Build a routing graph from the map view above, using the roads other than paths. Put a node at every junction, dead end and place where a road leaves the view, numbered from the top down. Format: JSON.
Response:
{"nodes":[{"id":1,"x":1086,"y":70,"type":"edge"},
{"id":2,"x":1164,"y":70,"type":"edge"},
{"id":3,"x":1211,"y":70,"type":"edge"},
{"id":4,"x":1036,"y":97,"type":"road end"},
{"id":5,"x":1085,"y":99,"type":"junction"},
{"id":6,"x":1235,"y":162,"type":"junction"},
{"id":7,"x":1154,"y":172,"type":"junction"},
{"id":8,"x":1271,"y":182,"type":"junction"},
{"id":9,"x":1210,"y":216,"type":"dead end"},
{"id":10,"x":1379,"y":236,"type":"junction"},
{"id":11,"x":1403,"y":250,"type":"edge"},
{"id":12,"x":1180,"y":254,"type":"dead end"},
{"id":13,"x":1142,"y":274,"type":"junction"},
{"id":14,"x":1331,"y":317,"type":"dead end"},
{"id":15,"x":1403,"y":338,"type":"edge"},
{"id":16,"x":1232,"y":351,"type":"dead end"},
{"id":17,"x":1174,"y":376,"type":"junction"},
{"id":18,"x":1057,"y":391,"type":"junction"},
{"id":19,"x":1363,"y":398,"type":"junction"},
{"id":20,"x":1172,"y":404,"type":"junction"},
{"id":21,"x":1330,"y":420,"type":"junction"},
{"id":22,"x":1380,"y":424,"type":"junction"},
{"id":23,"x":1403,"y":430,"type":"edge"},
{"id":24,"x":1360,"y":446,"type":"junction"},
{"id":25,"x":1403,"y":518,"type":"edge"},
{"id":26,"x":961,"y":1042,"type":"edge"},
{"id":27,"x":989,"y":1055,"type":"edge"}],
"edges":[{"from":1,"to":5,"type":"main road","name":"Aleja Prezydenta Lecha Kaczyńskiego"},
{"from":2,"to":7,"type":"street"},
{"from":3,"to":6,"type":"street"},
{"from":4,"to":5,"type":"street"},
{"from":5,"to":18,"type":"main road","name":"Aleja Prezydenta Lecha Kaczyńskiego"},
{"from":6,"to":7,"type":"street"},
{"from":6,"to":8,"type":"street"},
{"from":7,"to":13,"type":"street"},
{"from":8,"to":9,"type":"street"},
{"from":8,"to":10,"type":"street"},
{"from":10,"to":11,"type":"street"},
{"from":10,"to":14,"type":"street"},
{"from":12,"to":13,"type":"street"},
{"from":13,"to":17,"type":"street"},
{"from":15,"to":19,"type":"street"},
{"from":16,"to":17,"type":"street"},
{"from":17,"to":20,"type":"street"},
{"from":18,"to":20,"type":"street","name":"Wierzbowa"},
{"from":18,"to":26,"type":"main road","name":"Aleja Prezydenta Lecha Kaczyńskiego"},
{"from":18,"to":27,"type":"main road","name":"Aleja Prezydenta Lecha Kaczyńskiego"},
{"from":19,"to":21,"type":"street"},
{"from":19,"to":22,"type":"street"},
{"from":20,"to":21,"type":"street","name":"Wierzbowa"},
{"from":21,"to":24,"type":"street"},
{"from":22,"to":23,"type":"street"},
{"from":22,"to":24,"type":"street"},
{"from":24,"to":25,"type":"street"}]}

-----

• [Exercise prompt] Transcription of the listing must be exact and complete.

• [Answer below]
Build a routing graph from the map view above, using the roads other than paths. Put a node at every junction, dead end and place where a road leaves the view, numbered from the top down. Format: JSON.
Response:
{"nodes":[{"id":1,"x":1086,"y":70,"type":"edge"},
{"id":2,"x":1164,"y":70,"type":"edge"},
{"id":3,"x":1211,"y":70,"type":"edge"},
{"id":4,"x":1036,"y":97,"type":"road end"},
{"id":5,"x":1085,"y":99,"type":"junction"},
{"id":6,"x":1235,"y":162,"type":"junction"},
{"id":7,"x":1154,"y":172,"type":"junction"},
{"id":8,"x":1271,"y":182,"type":"junction"},
{"id":9,"x":1210,"y":216,"type":"dead end"},
{"id":10,"x":1379,"y":236,"type":"junction"},
{"id":11,"x":1403,"y":250,"type":"edge"},
{"id":12,"x":1180,"y":254,"type":"dead end"},
{"id":13,"x":1142,"y":274,"type":"junction"},
{"id":14,"x":1331,"y":317,"type":"dead end"},
{"id":15,"x":1403,"y":338,"type":"edge"},
{"id":16,"x":1232,"y":351,"type":"dead end"},
{"id":17,"x":1174,"y":376,"type":"junction"},
{"id":18,"x":1057,"y":391,"type":"junction"},
{"id":19,"x":1363,"y":398,"type":"junction"},
{"id":20,"x":1172,"y":404,"type":"junction"},
{"id":21,"x":1330,"y":420,"type":"junction"},
{"id":22,"x":1380,"y":424,"type":"junction"},
{"id":23,"x":1403,"y":430,"type":"edge"},
{"id":24,"x":1360,"y":446,"type":"junction"},
{"id":25,"x":1403,"y":518,"type":"edge"},
{"id":26,"x":961,"y":1042,"type":"edge"},
{"id":27,"x":989,"y":1055,"type":"edge"}],
"edges":[{"from":1,"to":5,"type":"main road","name":"Aleja Prezydenta Lecha Kaczyńskiego"},
{"from":2,"to":7,"type":"street"},
{"from":3,"to":6,"type":"street"},
{"from":4,"to":5,"type":"street"},
{"from":5,"to":18,"type":"main road","name":"Aleja Prezydenta Lecha Kaczyńskiego"},
{"from":6,"to":7,"type":"street"},
{"from":6,"to":8,"type":"street"},
{"from":7,"to":13,"type":"street"},
{"from":8,"to":9,"type":"street"},
{"from":8,"to":10,"type":"street"},
{"from":10,"to":11,"type":"street"},
{"from":10,"to":14,"type":"street"},
{"from":12,"to":13,"type":"street"},
{"from":13,"to":17,"type":"street"},
{"from":15,"to":19,"type":"street"},
{"from":16,"to":17,"type":"street"},
{"from":17,"to":20,"type":"street"},
{"from":18,"to":20,"type":"street","name":"Wierzbowa"},
{"from":18,"to":26,"type":"main road","name":"Aleja Prezydenta Lecha Kaczyńskiego"},
{"from":18,"to":27,"type":"main road","name":"Aleja Prezydenta Lecha Kaczyńskiego"},
{"from":19,"to":21,"type":"street"},
{"from":19,"to":22,"type":"street"},
{"from":20,"to":21,"type":"street","name":"Wierzbowa"},
{"from":21,"to":24,"type":"street"},
{"from":22,"to":23,"type":"street"},
{"from":22,"to":24,"type":"street"},
{"from":24,"to":25,"type":"street"}]}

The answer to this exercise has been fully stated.